Segment Open

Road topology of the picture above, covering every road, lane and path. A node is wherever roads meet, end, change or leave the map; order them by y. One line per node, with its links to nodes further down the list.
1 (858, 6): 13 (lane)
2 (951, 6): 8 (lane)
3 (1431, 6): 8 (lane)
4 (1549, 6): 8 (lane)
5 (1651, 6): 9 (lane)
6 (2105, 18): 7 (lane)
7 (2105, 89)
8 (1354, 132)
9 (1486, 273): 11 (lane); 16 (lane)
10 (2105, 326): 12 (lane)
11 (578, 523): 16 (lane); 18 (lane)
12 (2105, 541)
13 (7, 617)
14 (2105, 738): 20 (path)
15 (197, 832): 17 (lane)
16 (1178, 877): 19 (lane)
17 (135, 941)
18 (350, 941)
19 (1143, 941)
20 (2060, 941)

Segment Closed

Problem details =
Could you reproduce the data above exactly as given?

Written response =
Road topology of the picture above, covering every road, lane and path. A node is wherever roads meet, end, change or leave the map; order them by y. One line per node, with its links to nodes further down the list.
1 (858, 6): 13 (lane)
2 (951, 6): 8 (lane)
3 (1431, 6): 8 (lane)
4 (1549, 6): 8 (lane)
5 (1651, 6): 9 (lane)
6 (2105, 18): 7 (lane)
7 (2105, 89)
8 (1354, 132)
9 (1486, 273): 11 (lane); 16 (lane)
10 (2105, 326): 12 (lane)
11 (578, 523): 16 (lane); 18 (lane)
12 (2105, 541)
13 (7, 617)
14 (2105, 738): 20 (path)
15 (197, 832): 17 (lane)
16 (1178, 877): 19 (lane)
17 (135, 941)
18 (350, 941)
19 (1143, 941)
20 (2060, 941)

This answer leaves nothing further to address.